School Climate & Safety Opinion

Students Are Uncomfortable Sharing Their Politics Today. Here’s Why

By Rick Hess — March 03, 2022 5 min read
Image shows a multi-tailed arrow hitting the bullseye of a target.
  • Save to favorites
  • Print

This past December, I interviewed Sanda Balaban about her work with Next Generation Politics, a civic learning and discussion initiative for high school students. Each spring, these “Civic Fellows” work in small, cross-school groups to tackle an array of hot-button issues.

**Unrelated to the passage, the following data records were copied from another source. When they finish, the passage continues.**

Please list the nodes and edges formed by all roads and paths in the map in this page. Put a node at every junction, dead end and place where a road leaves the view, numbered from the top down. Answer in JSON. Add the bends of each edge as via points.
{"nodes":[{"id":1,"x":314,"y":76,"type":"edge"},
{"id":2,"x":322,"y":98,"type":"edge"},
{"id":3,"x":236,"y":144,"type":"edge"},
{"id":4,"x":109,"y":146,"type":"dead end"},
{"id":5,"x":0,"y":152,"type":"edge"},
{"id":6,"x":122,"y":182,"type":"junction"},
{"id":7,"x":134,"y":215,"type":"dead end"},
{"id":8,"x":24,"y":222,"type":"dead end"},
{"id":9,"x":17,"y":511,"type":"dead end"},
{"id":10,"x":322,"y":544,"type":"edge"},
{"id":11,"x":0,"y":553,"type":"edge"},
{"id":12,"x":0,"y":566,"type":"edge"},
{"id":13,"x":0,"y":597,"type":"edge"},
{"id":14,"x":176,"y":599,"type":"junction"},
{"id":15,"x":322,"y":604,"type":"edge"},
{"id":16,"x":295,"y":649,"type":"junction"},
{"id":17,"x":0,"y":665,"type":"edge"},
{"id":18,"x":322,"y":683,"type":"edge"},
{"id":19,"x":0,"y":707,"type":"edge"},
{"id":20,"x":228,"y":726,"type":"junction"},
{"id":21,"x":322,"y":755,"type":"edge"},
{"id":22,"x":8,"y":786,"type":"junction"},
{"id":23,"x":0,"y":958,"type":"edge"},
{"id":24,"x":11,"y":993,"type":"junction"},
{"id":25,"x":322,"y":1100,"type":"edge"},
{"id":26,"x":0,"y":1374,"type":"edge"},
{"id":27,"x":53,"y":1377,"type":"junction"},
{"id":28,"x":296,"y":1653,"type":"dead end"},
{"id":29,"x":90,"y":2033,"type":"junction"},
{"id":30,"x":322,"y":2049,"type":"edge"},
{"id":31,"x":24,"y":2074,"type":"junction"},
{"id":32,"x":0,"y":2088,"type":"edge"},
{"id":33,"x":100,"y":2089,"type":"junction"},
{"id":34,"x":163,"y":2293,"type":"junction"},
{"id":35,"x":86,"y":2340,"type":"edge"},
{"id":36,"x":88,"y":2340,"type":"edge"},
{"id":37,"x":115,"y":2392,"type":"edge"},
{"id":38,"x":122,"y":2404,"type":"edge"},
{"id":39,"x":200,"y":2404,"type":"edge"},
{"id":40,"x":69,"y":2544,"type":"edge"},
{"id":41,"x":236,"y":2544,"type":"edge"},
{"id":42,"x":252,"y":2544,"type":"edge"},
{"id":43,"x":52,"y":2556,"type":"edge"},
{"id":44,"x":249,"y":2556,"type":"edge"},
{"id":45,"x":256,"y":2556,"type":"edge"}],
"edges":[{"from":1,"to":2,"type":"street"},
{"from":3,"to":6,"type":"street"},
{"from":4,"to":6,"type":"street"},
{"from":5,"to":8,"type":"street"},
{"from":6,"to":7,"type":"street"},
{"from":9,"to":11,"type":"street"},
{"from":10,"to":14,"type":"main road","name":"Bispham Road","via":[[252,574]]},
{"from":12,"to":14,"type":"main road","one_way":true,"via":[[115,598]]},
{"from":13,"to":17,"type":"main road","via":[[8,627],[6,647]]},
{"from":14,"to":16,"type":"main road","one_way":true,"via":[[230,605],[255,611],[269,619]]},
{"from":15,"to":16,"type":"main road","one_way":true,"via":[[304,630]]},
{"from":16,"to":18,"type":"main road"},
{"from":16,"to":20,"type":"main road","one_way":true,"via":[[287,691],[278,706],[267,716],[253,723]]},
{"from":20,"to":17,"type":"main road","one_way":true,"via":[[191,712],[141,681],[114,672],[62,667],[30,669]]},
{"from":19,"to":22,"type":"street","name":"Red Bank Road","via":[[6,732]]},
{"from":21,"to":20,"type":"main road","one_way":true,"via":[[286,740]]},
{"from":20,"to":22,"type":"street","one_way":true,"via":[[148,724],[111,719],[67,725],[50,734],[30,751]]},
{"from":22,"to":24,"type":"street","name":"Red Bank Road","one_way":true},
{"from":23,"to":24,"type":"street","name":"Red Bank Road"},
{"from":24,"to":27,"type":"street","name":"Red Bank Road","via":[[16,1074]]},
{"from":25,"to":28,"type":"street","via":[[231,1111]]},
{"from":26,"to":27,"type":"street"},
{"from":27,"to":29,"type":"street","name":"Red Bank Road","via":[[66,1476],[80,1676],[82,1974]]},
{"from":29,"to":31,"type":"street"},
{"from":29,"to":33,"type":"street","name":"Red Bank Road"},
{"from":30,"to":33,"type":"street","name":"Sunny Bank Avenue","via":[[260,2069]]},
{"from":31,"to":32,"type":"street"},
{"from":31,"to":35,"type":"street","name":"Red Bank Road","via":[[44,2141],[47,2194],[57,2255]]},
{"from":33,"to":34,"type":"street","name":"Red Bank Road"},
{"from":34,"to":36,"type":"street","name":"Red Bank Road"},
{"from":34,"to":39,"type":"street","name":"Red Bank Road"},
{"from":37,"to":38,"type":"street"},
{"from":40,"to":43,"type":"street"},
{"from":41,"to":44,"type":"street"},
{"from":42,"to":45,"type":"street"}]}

I thought it was worth featuring the reflections of one such group of New York state students, who wrote and administered to their peers a survey about free expression in school. (If you’re interested, the survey results were written up in RealClearEducation.)


Madeline Mayes, Fort Hamilton High School, Junior:

I didn’t even know that the word “conservative” existed as a political term until I took a Next Gen workshop called “The Right Side of the Aisle: What’s Up with Conservatism?” during my freshman year. In middle school, I had no need to worry about how my political beliefs aligned with my peers’ because nobody talked about politics. When I entered my high school, political discussion remained just as hush-hush. It wasn’t until the pandemic hit in March 2020 that my high school peers seemed to instantly become civically engaged but in a very limited way.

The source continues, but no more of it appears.